Structured Capital Strategies (“SCS”) buffered annuity product saw record sales of $1.9 billion in the second quarter. Group Retirement generated second quarter net flows of $68 million, up $119 million sequentially, with gross premiums returning to pre-pandemic levels in the second quarter. Investment Management and Research (AllianceBernstein or “AB”)3 reported net inflows of $6.2 billion in the quarter, with positive net flows across all distribution channels. Protection Solutions reported gross written premiums up 8% year-over-year, with continued momentum in its Employee Benefits business.

Capital management program:

As part of the Company’s 2021 capital management program, it returned $355 million to shareholders in the second quarter, including $76 million of quarterly cash dividends and $279 million of share repurchases.

The Company reaffirms its commitment to delivering on its 50-60% payout ratio target, with an incremental $500 million of share repurchases in progress following the close of its legacy variable annuity reinsurance transaction with Venerable.

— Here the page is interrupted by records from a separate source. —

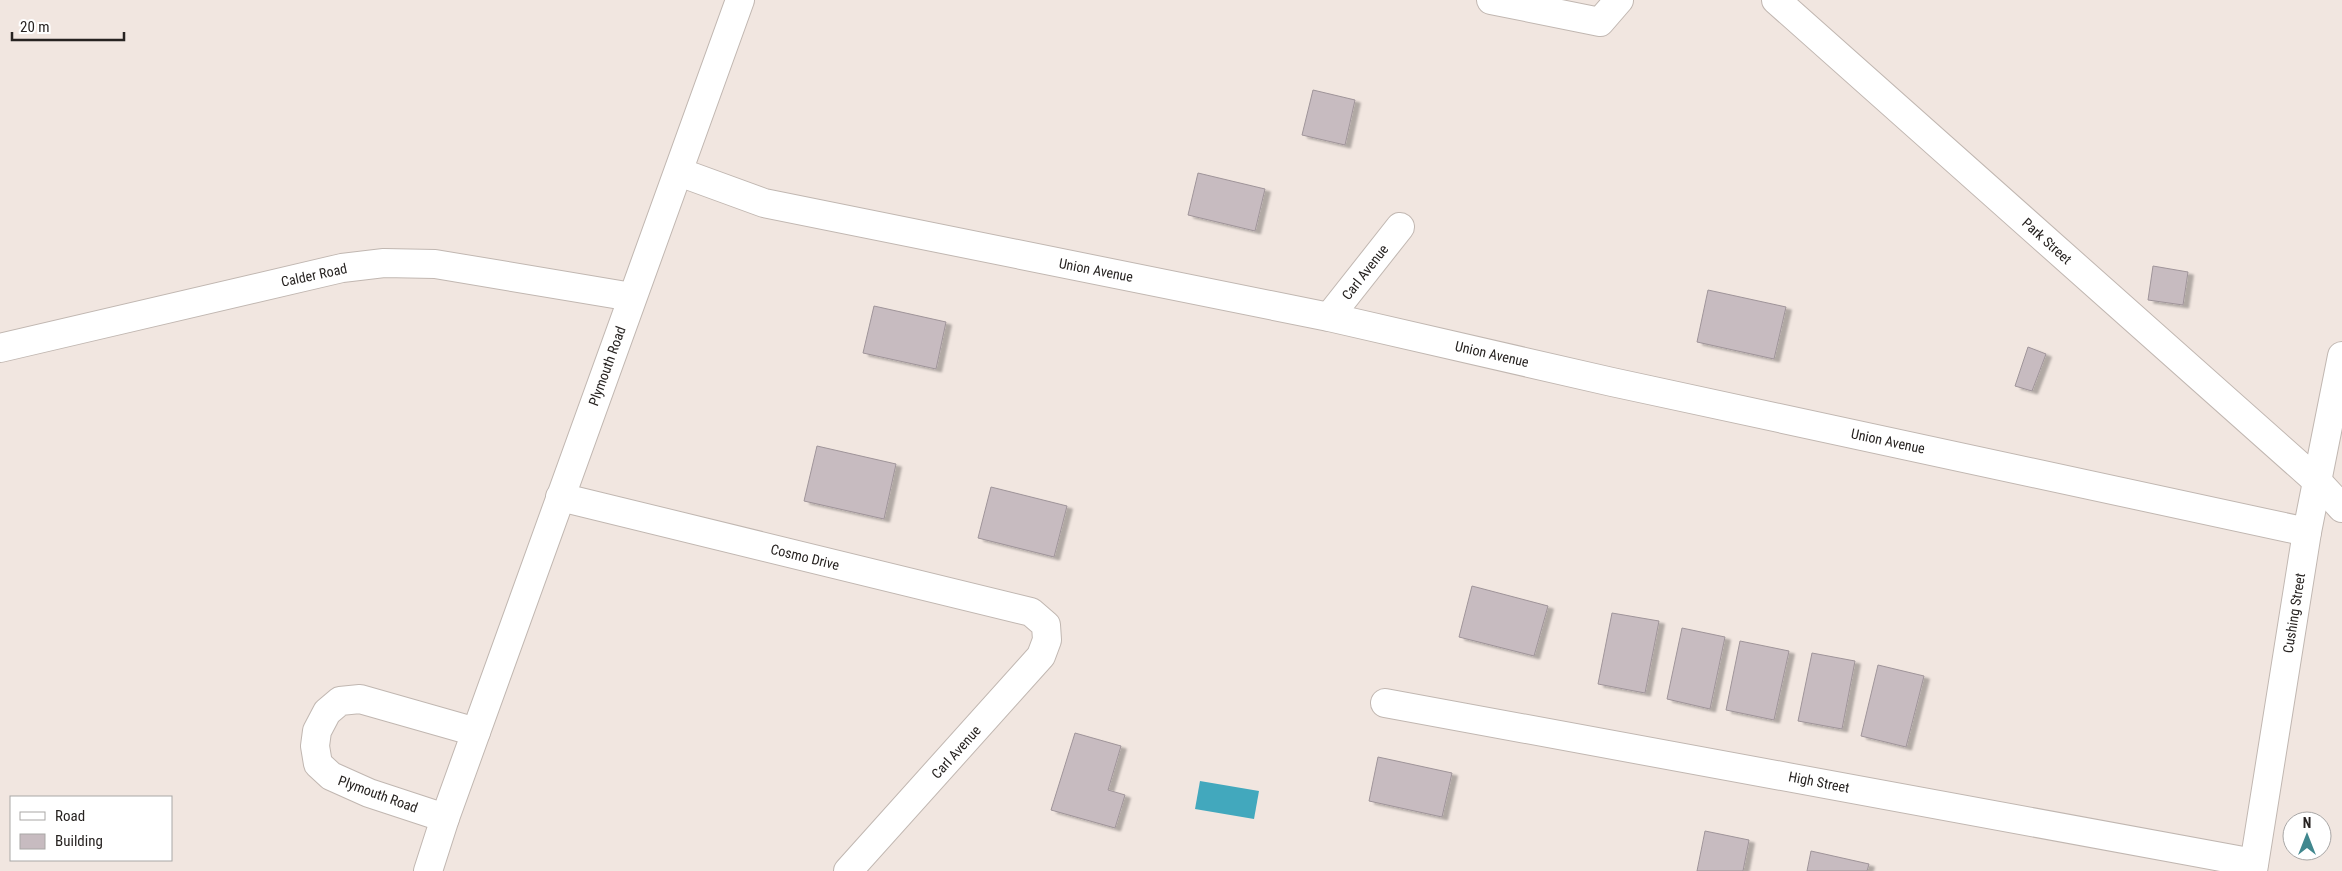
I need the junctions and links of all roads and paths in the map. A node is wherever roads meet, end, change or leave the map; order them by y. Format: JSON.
{"nodes":[{"id":1,"x":740,"y":0,"type":"edge"},
{"id":2,"x":1491,"y":0,"type":"edge"},
{"id":3,"x":1619,"y":0,"type":"edge"},
{"id":4,"x":1776,"y":0,"type":"edge"},
{"id":5,"x":679,"y":172,"type":"junction"},
{"id":6,"x":1400,"y":227,"type":"dead end"},
{"id":7,"x":632,"y":297,"type":"junction"},
{"id":8,"x":1329,"y":317,"type":"junction"},
{"id":9,"x":0,"y":348,"type":"edge"},
{"id":10,"x":2342,"y":356,"type":"edge"},
{"id":11,"x":2318,"y":482,"type":"junction"},
{"id":12,"x":560,"y":497,"type":"junction"},
{"id":13,"x":2342,"y":508,"type":"edge"},
{"id":14,"x":2307,"y":532,"type":"junction"},
{"id":15,"x":1046,"y":625,"type":"joint"},
{"id":16,"x":1385,"y":703,"type":"dead end"},
{"id":17,"x":476,"y":732,"type":"junction"},
{"id":18,"x":445,"y":818,"type":"junction"},
{"id":19,"x":2253,"y":867,"type":"edge"},
{"id":20,"x":428,"y":871,"type":"edge"},
{"id":21,"x":848,"y":871,"type":"edge"}],
"edges":[{"from":1,"to":5,"type":"street","name":"Plymouth Road"},
{"from":2,"to":3,"type":"street"},
{"from":4,"to":11,"type":"street","name":"Park Street"},
{"from":5,"to":7,"type":"street","name":"Plymouth Road"},
{"from":5,"to":8,"type":"street","name":"Union Avenue"},
{"from":6,"to":8,"type":"street","name":"Carl Avenue"},
{"from":7,"to":9,"type":"street","name":"Calder Road"},
{"from":7,"to":12,"type":"street","name":"Plymouth Road"},
{"from":8,"to":14,"type":"street","name":"Union Avenue"},
{"from":10,"to":11,"type":"street","name":"Cushing Street"},
{"from":11,"to":13,"type":"street","name":"Park Street"},
{"from":11,"to":14,"type":"street","name":"Cushing Street"},
{"from":12,"to":15,"type":"street","name":"Cosmo Drive"},
{"from":12,"to":17,"type":"street","name":"Plymouth Road"},
{"from":14,"to":19,"type":"street","name":"Cushing Street"},
{"from":15,"to":21,"type":"street","name":"Carl Avenue"},
{"from":16,"to":19,"type":"street","name":"High Street"},
{"from":17,"to":18,"type":"street","name":"Plymouth Road"},
{"from":17,"to":18,"type":"street","name":"Plymouth Road"},
{"from":18,"to":20,"type":"street","name":"Plymouth Road"}]}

As part of its efforts to leverage synergies, the Company is committing $10 billion of General Account assets to help build out AllianceBernstein‘s higher multiple businesses.

The Company also announced an expense savings target of $80 million by 2023, with $17 million achieved year-to-date, driven by disciplined expense management, shifting towards an agile working model and leveraging technology-enabled capabilities.

As of June 30, 2021, the combined RBC ratio was approximately 450%, above our minumum combined RBC target of 375-400%. The Company reported cash and liquid assets of $2.5 billion at Holdings, which remains above the $500 million minimum liquidity target.

The Company announced a GA rebalance target of $180 million of incremental income by 2023, working with AB to capture illiquidity premium and optimize risk-adjusted returns for the investment portfolio. Of the target, $58 million has been realized to date.

MetLife

MetLife reported net income of $3.4 billion, or $3.83 per share, compared to net income of $68 million, or $0.07 per share, in the second quarter of 2020. Adjusted earnings of $2.1 billion, or $2.37 per share, compared to adjusted earnings of $758 million, or $0.83 per share, in the second quarter of 2020. In other highlights:

  • Book value of $75.86 per share, down 4 percent from $78.65 per share at June 30, 2020.
  • Book value, excluding accumulated other comprehensive income (AOCI) other than foreign currency translation adjustments (FCTA), of $56.38 per share, up 8 percent from $52.27 per share at June 30, 2020.
  • Return on equity (ROE) of 21.2 percent.
  • Adjusted ROE, excluding AOCI other than FCTA, of 17.5%.
  • Holding company cash and liquid assets of $6.5 billion at June 30, 2021, which is well above the target cash buffer of $3.0 to $4.0 billion.